Composting has not yet been normalized — and this may stem from a lack of composting policies enforced by the government. In February, New York City Mayor Eric Adams halted a planned expansion of the city’s curbside recycling program. By suspending the “symbolic program,” Adams said the city would save approximately $27.5 million.
The City Council opposed these cuts by calling on his administration to restore funding, and include an allocation of $18.2 million to invest in the composting pilot. Nearly one third of the waste New Yorkers produce is organic material, according to New York League of Conservation Voters.
New York City was committed to cutting waste by 90% by 2030 — but at only eight years from the deadline, the city diverts less than 20% of its residential waste from landfills.
Tjossem said the problem they are confronted with by policymakers is the perception that composting lacks “tangible effects.”
On Long Island, much of central Suffolk County's waste — produced by over 1 million people — goes to the Brookhaven Landfill, which is scheduled to close in 2024. Proposals to haul hundreds of thousands of tons of garbage off Long Island and burn organic waste at a new facility in Yaphank — just down the road from North Bellport — are being considered as possible solutions.
Adrienne Esposito, executive director of Citizens Campaign for the Environment, said the Yaphank facility is cause for celebration with Long Island poised to be home to the largest anaerobic digester on the East Coast. American Organic Energy, the company in charge of the project, will break ground for Earth Week.
When construction is complete, she said the facility is a solution that will prevent 180,000 tons of food waste as well as 30,000 tons of fats, oils, and grease and 10,000 tons of grass clippings from going to landfills. Instead, the organic material will be burned and prodce 6-megawatts of renewable energy.
"Food that is currently going to landfills and pollutes communities will now be aiding Long Island’s transition to clean energy," Esposito said.
Community groups, like BLARG, say composting organic waste can reduce more than 50% of carbon emissions, as opposed to landfilling. In Connecticut, all trash is incinerated, which produces more pollution than landfilling.

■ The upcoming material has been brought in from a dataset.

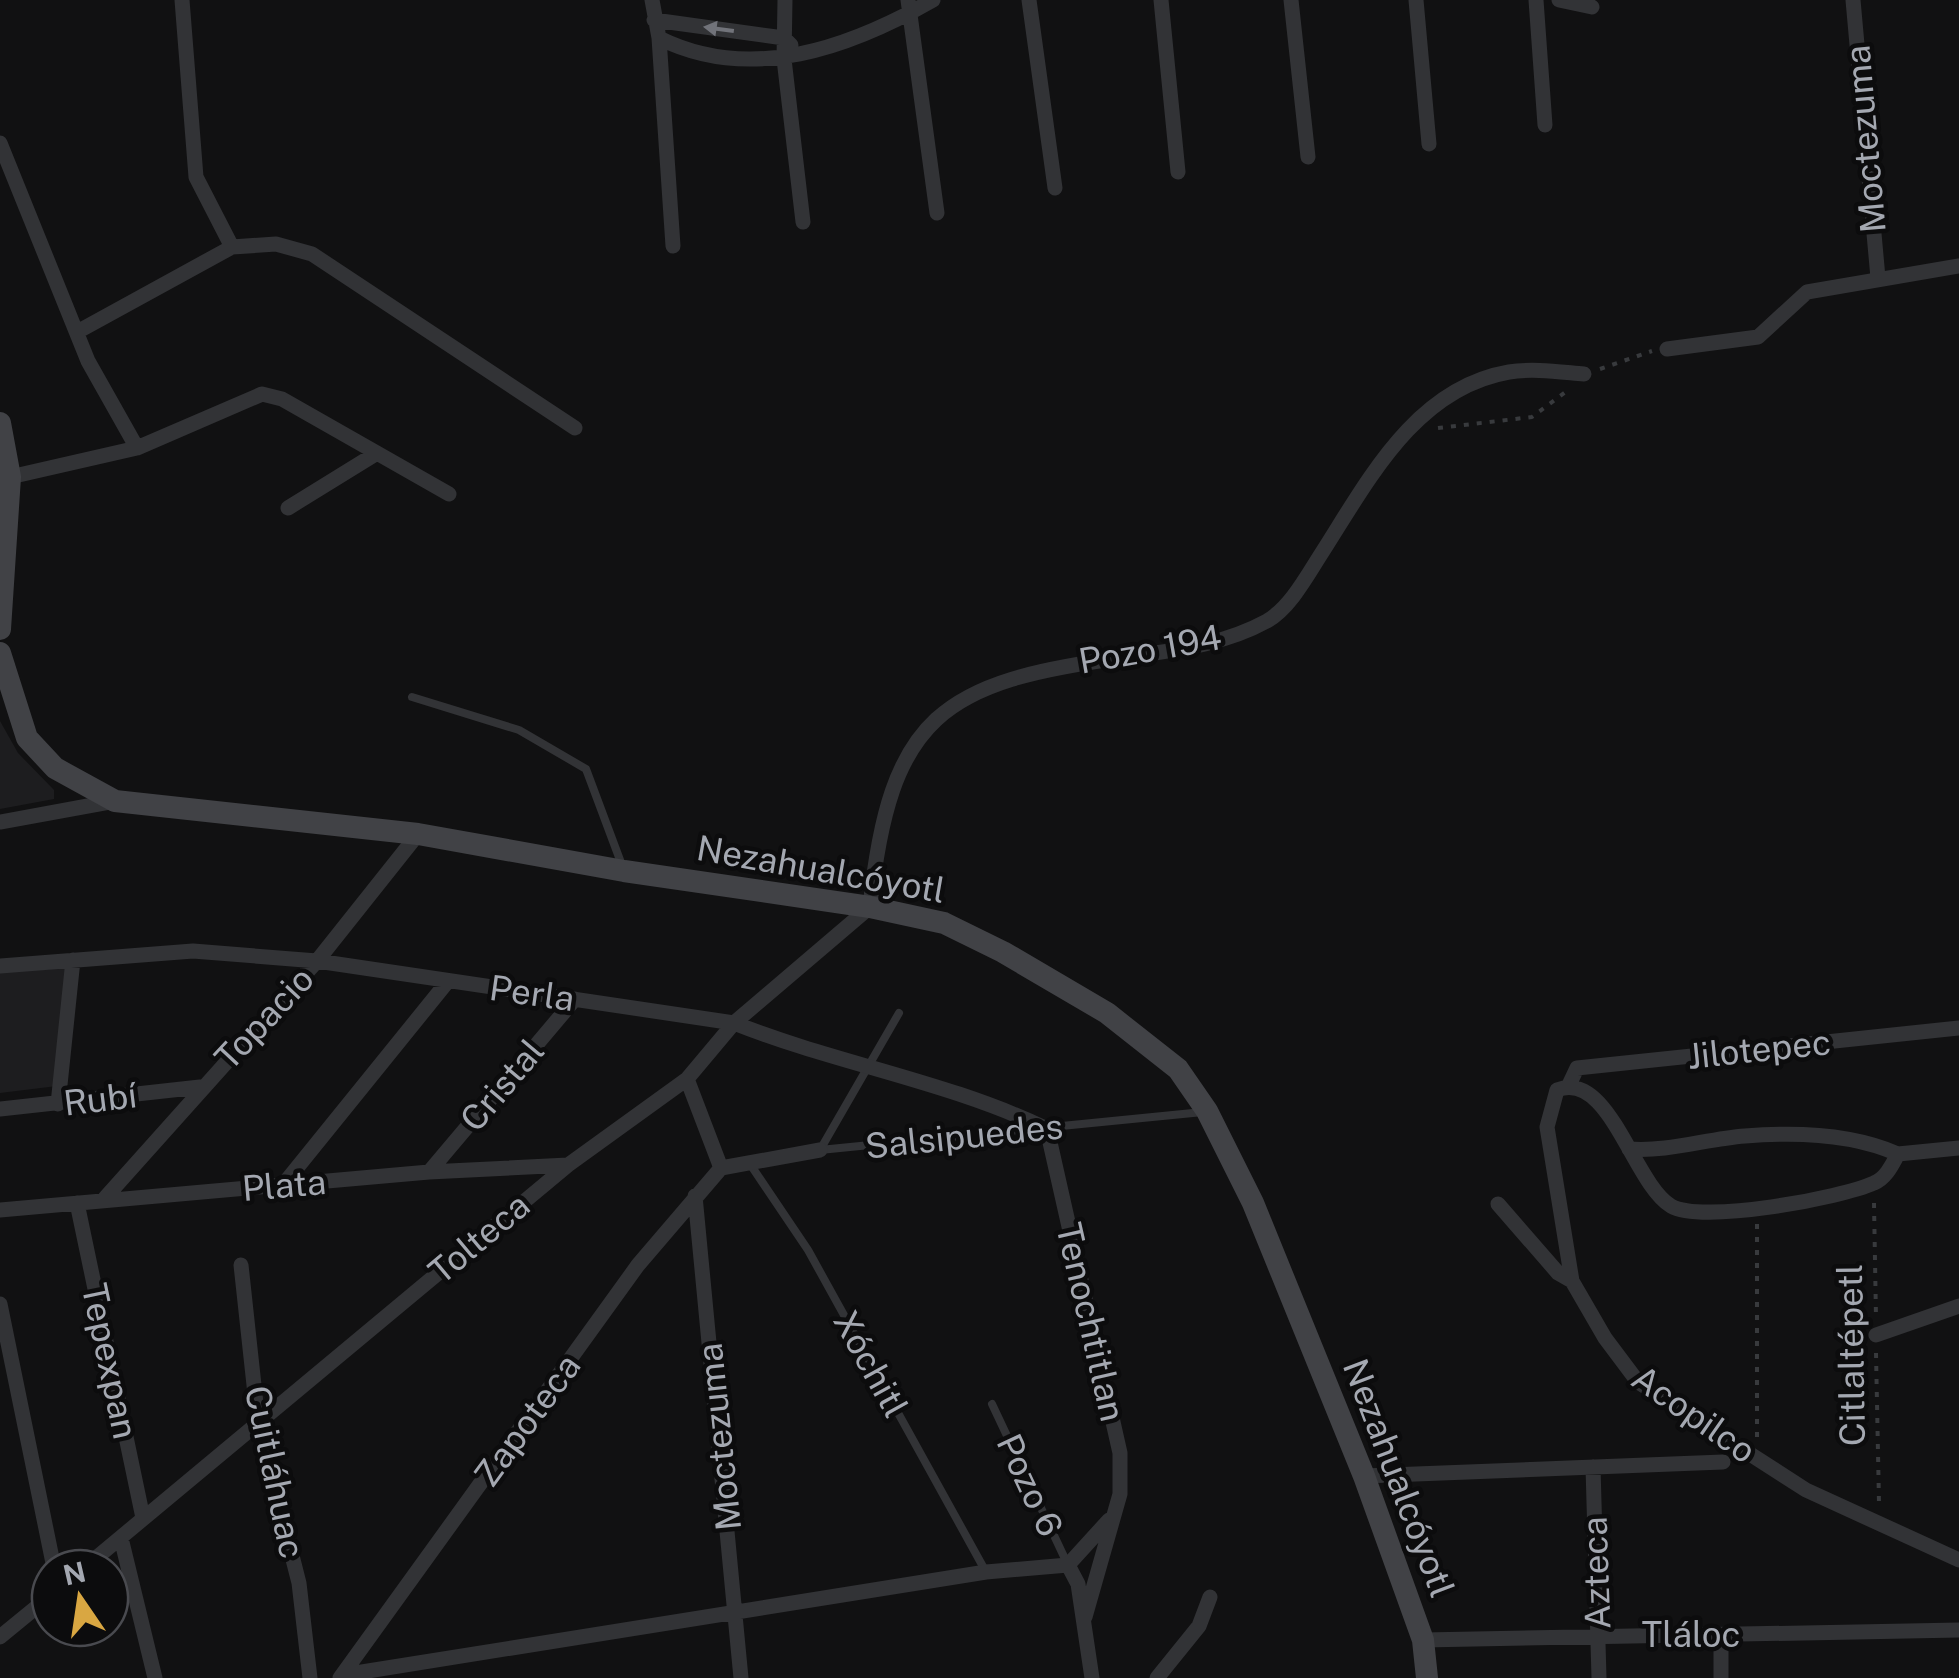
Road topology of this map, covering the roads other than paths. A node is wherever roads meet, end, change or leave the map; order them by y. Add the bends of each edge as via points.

For every 100 tons of trash burned, 30 tons become toxic ash that is landfilled and 70 tons result in air pollution. According to the state Department of Environmental Conservation, eliminating food waste across the state would remove 120,000 tons of carbon emissions from the atmosphere per year. That’s the equivalent of taking over 25,000 cars off the road.
When used properly, compost can improve air and soil quality for community gardens and agriculture. Yet waste management revolves around figuring out how to deal with waste, as opposed to how organic waste can be used as a resource, Medina said.
Americans produce 292.4 million tons of municipal solid waste in 2020, according to the U.S. Environmental Protection Agency. That translates to 4.9 pounds of waste per person. Landfills are the third-largest source of methane emissions in the U.S.
As states weigh trash-to-energy facilities, neighborhoods in Long Island and Brooklyn, New York, have learned from each other to fight for environmental justice with solutions to a growing organic waste management problem. The strategy in New Haven, Connecticut, is reducing trash that already ends up in landfills and incinerators.
The option of dropping off organic waste at a food scrap drop off, or finding an organization that hauls the waste with zero or low emissions has activated communities of color to build a more equitable, environmentally conscious neighborhood, Tjossem said.
“It’s not just white people at the farmer’s market. It really isn’t. And you don’t need a backyard to do it,” she said.